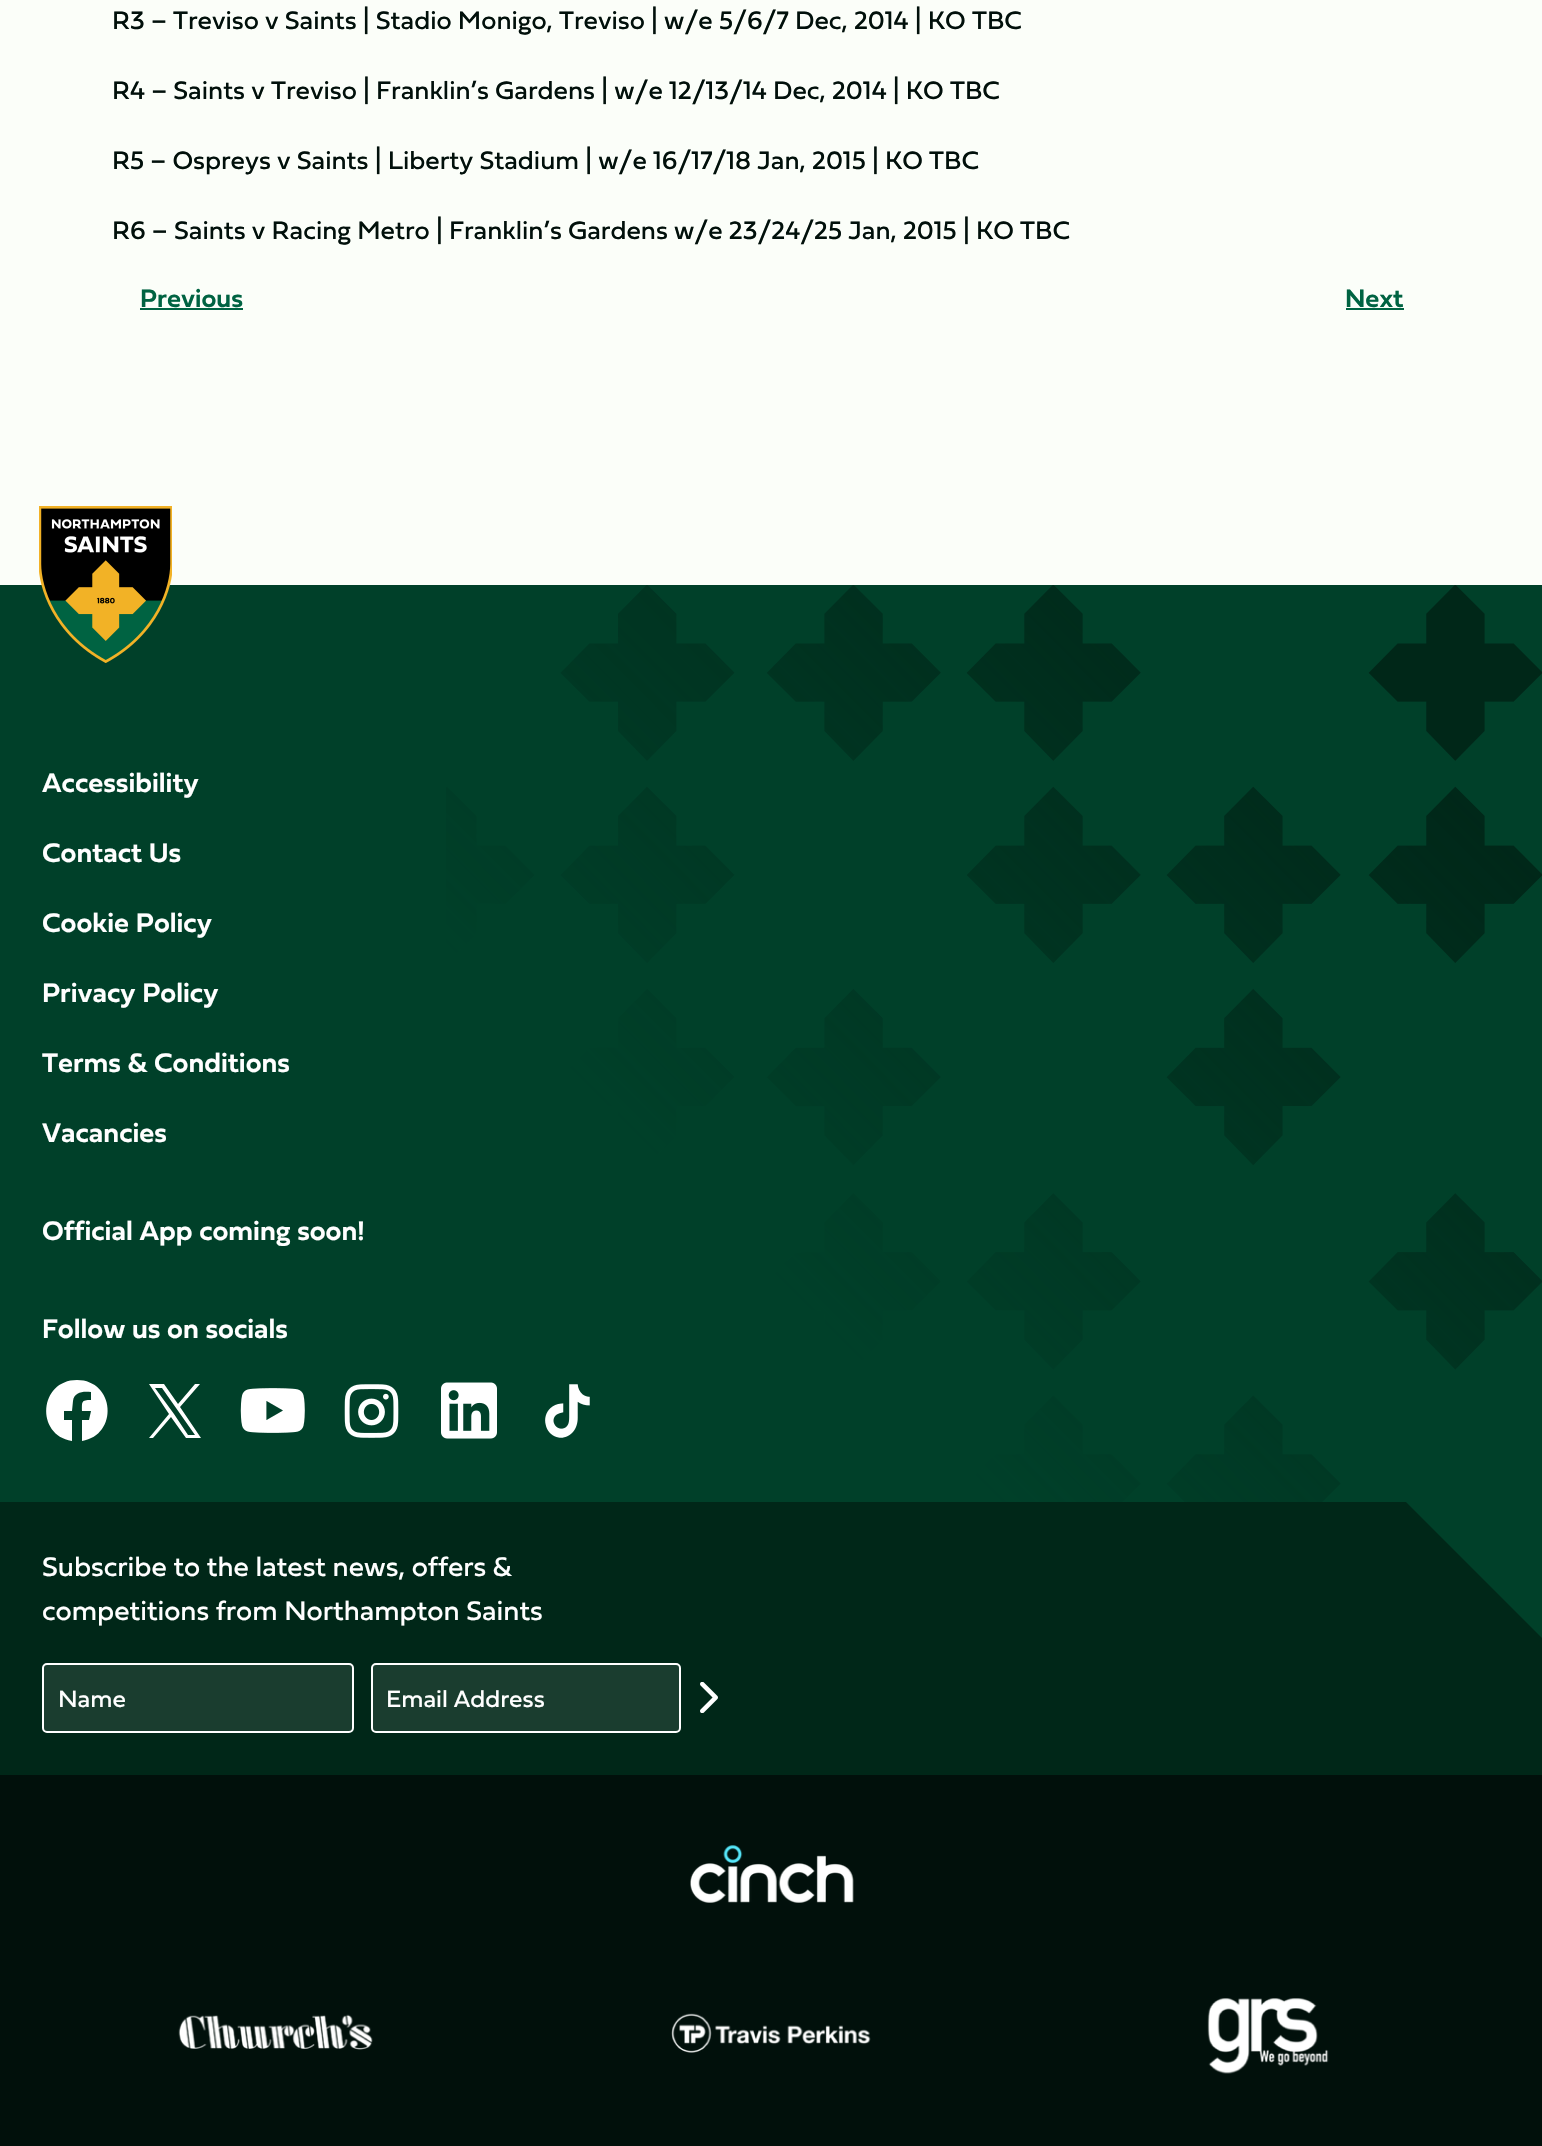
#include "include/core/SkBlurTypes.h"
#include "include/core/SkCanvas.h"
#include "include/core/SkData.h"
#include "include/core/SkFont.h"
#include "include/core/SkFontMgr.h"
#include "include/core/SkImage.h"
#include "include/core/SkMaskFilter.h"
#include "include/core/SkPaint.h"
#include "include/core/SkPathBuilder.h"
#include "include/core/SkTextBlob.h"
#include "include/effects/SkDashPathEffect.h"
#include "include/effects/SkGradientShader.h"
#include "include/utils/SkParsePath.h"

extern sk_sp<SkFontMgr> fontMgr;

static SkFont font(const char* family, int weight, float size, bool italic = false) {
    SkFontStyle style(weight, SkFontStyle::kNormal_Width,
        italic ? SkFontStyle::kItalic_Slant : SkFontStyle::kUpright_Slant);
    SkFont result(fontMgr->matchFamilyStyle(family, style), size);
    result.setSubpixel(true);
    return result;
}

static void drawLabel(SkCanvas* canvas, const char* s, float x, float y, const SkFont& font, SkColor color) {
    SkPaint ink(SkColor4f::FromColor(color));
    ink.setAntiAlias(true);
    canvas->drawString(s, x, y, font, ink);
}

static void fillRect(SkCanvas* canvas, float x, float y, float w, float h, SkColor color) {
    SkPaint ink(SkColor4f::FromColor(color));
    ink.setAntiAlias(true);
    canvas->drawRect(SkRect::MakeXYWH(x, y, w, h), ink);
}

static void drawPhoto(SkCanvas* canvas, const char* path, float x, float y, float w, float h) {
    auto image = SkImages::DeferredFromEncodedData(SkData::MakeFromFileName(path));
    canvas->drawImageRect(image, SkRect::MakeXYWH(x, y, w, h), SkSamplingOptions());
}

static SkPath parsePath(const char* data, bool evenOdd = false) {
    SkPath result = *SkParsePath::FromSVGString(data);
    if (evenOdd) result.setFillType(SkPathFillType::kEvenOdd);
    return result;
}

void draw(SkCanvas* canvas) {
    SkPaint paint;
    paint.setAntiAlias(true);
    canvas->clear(0xFFFBFEF9);
    SkFont font1 = font("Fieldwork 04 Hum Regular", 400, 26.25f);
    drawLabel(canvas, "R3 – Treviso v Saints | Stadio Monigo, Treviso | w/e 5/6/7 Dec, 2014 | KO TBC", 112, 29, font1, 0xFF01100B);
    drawLabel(canvas, "R4 – Saints v Treviso | Franklin’s Gardens | w/e 12/13/14 Dec, 2014 | KO TBC", 112, 99, font1, 0xFF01100B);
    drawLabel(canvas, "R5 – Ospreys v Saints | Liberty Stadium | w/e 16/17/18 Jan, 2015 | KO TBC", 112, 169, font1, 0xFF01100B);
    drawLabel(canvas, "R6 – Saints v Racing Metro | Franklin’s Gardens w/e 23/24/25 Jan, 2015 | KO TBC", 112, 239, font1, 0xFF01100B);
    SkFont font2 = font("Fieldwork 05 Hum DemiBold", 600, 26.25f);
    drawLabel(canvas, "Previous", 140, 307, font2, 0xFF006342);
    fillRect(canvas, 140, 308, 103, 2, 0xFF006342);
    drawLabel(canvas, "Next", 1345, 307, font2, 0xFF006342);
    fillRect(canvas, 1346, 308, 58, 2, 0xFF006342);
    fillRect(canvas, 0, 585, 1542, 917, 0xFF004029);
    drawPhoto(canvas, "assets/img1.png", 39, 506, 133, 157);
    fillRect(canvas, 0, 1775, 1542, 371, 0xFF01100B);
    drawPhoto(canvas, "assets/img2.png", 446, 585, 1096, 917);
    SkFont font3 = font("Fieldwork 05 Hum DemiBold", 600, 28);
    drawLabel(canvas, "Accessibility", 42, 792, font3, 0xFFFFFFFF);
    drawLabel(canvas, "Contact Us", 42, 862, font3, 0xFFFFFFFF);
    drawLabel(canvas, "Cookie Policy", 42, 932, font3, 0xFFFFFFFF);
    drawLabel(canvas, "Privacy Policy", 42, 1002, font3, 0xFFFFFFFF);
    drawLabel(canvas, "Terms & Conditions", 42, 1072, font3, 0xFFFFFFFF);
    drawLabel(canvas, "Vacancies", 42, 1142, font3, 0xFFFFFFFF);
    drawLabel(canvas, "Official App coming soon!", 42, 1240, font3, 0xFFFFFFFF);
    drawLabel(canvas, "Follow us on socials", 42, 1338, font3, 0xFFFFFFFF);
    paint.setColor(0xFFFFFFFF);
    canvas->drawPath(parsePath("M77 1380C39 1380 35 1435 72 1441V1420H64V1411H72L73 1401C74 1392 83 1391 91 1392V1400C81 1400 82 1402 82 1411H91L89 1420H82V1441C119 1435 115 1380 77 1380", true), paint);
    canvas->drawPath(parsePath("M180 1407L200 1384H195L178 1404L164 1384H149L169 1414L149 1438H153L171 1417L186 1438H201ZM174 1414L155 1388H162L195 1435H188Z"), paint);
    drawPhoto(canvas, "assets/img3.png", 240, 1388, 65, 45);
    drawPhoto(canvas, "assets/img4.png", 344, 1384, 55, 54);
    drawPhoto(canvas, "assets/img5.png", 441, 1382, 56, 57);
    drawPhoto(canvas, "assets/img6.png", 545, 1384, 45, 54);
    fillRect(canvas, 0, 1502, 1542, 273, 0xFF002718);
    SkFont font4 = font("Fieldwork 04 Hum Regular", 400, 28);
    drawLabel(canvas, "Subscribe to the latest news, offers &", 42, 1576, font4, 0xFFFFFFFF);
    drawLabel(canvas, "competitions from Northampton Saints", 42, 1620, font4, 0xFFFFFFFF);
    paint.setColor(0xFF1A3D2F);
    canvas->drawRoundRect(SkRect::MakeXYWH(43, 1664, 310, 68), 4, 4, paint);
    paint.setStroke(true);
    paint.setStrokeWidth(2);
    paint.setColor(0xFFFFFFFF);
    canvas->drawRoundRect(SkRect::MakeXYWH(43, 1664, 310, 68), 4, 4, paint);
    SkFont font5 = font("Fieldwork 04 Hum Regular", 400, 24.5f);
    drawLabel(canvas, "Name", 58, 1707, font5, 0xFFFFFFFF);
    paint.setStroke(false);
    paint.setColor(0xFF1A3D2F);
    canvas->drawRoundRect(SkRect::MakeXYWH(372, 1664, 308, 68), 4, 4, paint);
    paint.setStroke(true);
    paint.setColor(0xFFFFFFFF);
    canvas->drawRoundRect(SkRect::MakeXYWH(372, 1664, 308, 68), 4, 4, paint);
    drawLabel(canvas, "Email Address", 386, 1707, font5, 0xFFFFFFFF);
    drawPhoto(canvas, "assets/img7.png", 700, 1682, 18, 31);
    paint.setStroke(false);
    paint.setColor(0xFF004029);
    canvas->drawPath(parsePath("M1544 1500V1640L1404 1500Z"), paint);
    drawPhoto(canvas, "assets/img8.png", 690, 1845, 164, 58);
    drawPhoto(canvas, "assets/img9.png", 178, 2014, 195, 36);
    drawPhoto(canvas, "assets/img10.png", 671, 2013, 200, 40);
    drawPhoto(canvas, "assets/img11.png", 1207, 1998, 122, 76);
}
━━━━
YOUR OBJECTIVE: Send back an exact copy of only the lines from the line with "static SkPath parsePath(const" up to and including the line with "paint.setAntiAlias(true);" in the data above.

ANSWER SECTION:
static SkPath parsePath(const char* data, bool evenOdd = false) {
    SkPath result = *SkParsePath::FromSVGString(data);
    if (evenOdd) result.setFillType(SkPathFillType::kEvenOdd);
    return result;
}

void draw(SkCanvas* canvas) {
    SkPaint paint;
    paint.setAntiAlias(true);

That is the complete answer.